**Required action:** Look through the lines below and extract any with the word "Matos".

Stored data

============================================================

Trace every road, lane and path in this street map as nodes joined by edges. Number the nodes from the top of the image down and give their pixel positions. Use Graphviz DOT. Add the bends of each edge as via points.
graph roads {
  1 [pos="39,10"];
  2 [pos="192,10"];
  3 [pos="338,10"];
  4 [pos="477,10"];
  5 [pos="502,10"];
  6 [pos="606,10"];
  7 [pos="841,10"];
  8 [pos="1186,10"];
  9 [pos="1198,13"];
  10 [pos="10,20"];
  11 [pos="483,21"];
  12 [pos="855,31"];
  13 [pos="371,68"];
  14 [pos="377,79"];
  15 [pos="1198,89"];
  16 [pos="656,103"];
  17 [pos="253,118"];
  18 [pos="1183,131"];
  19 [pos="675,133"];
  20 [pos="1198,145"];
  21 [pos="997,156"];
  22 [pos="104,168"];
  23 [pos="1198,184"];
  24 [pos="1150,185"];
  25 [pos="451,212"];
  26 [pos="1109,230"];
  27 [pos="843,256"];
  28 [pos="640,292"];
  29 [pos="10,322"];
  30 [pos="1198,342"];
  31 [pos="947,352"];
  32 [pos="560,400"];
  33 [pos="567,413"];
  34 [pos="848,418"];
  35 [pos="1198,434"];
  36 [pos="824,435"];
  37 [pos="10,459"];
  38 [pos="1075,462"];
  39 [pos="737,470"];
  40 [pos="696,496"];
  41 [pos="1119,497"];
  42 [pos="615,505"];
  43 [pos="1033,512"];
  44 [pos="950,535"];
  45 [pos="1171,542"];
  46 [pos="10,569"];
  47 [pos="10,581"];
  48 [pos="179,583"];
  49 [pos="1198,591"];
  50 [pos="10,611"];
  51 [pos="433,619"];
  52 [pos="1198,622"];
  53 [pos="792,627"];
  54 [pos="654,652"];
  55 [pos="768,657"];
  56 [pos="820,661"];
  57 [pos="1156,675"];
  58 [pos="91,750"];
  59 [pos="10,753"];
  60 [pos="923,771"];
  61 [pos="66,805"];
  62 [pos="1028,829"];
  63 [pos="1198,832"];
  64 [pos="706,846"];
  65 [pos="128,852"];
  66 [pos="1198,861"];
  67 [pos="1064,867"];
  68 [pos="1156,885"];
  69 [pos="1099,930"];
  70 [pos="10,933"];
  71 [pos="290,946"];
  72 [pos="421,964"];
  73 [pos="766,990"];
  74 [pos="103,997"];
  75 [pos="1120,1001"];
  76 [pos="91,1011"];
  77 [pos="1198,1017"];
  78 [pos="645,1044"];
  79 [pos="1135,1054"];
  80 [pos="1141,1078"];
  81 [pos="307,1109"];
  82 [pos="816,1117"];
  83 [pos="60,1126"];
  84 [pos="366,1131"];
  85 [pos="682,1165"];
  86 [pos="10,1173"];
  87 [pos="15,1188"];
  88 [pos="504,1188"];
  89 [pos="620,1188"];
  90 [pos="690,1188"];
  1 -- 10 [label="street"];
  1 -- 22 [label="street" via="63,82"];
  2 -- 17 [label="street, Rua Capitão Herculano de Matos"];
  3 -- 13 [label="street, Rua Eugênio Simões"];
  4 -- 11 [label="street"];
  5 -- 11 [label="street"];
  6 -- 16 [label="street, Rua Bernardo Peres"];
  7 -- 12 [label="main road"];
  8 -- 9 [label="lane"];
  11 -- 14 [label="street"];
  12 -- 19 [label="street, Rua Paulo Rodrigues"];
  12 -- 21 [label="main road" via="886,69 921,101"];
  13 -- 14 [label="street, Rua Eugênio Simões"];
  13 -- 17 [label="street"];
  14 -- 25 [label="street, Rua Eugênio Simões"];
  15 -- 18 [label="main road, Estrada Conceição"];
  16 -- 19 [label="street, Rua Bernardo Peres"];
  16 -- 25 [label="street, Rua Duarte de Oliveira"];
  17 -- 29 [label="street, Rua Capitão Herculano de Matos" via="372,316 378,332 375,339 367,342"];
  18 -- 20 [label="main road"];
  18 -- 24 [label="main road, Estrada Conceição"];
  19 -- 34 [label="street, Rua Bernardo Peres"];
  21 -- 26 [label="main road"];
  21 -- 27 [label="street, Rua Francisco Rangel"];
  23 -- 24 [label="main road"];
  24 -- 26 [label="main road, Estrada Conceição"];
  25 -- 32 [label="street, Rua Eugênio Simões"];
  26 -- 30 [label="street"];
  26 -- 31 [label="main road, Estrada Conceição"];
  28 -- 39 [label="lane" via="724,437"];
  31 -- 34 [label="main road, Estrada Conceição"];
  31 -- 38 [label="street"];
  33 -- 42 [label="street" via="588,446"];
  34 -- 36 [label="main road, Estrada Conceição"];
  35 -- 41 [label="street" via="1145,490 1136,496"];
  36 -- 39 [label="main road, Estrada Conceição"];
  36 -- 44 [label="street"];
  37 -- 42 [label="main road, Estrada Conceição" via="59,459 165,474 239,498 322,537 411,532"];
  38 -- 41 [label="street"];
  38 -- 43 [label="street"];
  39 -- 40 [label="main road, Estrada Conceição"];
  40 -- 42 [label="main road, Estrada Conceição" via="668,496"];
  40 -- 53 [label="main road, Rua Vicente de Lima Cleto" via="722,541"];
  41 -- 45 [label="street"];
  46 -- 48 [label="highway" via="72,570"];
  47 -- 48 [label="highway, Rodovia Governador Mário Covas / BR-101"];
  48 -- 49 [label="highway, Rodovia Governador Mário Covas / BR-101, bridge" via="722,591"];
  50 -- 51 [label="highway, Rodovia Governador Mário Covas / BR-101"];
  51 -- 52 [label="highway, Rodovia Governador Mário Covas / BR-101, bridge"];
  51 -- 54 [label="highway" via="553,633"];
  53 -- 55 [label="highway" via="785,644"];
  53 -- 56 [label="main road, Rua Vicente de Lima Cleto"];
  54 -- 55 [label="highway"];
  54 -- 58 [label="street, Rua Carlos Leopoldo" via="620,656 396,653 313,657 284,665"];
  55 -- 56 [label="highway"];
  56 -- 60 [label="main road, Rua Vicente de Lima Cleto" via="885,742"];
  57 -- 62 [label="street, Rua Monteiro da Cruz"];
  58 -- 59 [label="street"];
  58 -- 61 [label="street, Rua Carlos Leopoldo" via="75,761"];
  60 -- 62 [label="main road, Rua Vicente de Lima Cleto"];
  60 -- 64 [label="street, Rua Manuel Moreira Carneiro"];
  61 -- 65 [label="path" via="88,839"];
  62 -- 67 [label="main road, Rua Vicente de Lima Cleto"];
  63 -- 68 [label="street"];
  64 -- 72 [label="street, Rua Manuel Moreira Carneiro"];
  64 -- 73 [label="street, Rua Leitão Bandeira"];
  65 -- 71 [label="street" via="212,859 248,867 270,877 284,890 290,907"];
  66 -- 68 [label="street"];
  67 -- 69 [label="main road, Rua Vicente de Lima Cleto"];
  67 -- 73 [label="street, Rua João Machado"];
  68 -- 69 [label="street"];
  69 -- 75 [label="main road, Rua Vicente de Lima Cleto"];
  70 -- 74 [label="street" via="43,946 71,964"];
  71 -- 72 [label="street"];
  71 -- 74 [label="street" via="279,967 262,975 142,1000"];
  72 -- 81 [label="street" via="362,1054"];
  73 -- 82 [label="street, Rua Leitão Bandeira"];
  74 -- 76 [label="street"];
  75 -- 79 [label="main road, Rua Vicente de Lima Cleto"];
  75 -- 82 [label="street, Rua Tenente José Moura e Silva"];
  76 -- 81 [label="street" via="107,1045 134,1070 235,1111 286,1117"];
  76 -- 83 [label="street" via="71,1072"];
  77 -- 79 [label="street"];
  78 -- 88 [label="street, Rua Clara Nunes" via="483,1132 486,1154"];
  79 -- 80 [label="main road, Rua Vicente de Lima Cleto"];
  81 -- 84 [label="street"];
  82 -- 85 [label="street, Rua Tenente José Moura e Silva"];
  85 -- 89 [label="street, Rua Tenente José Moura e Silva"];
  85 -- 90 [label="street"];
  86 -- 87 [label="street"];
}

============================================================

**Result of the task:**
  2 -- 17 [label="street, Rua Capitão Herculano de Matos"];
  17 -- 29 [label="street, Rua Capitão Herculano de Matos" via="372,316 378,332 375,339 367,342"];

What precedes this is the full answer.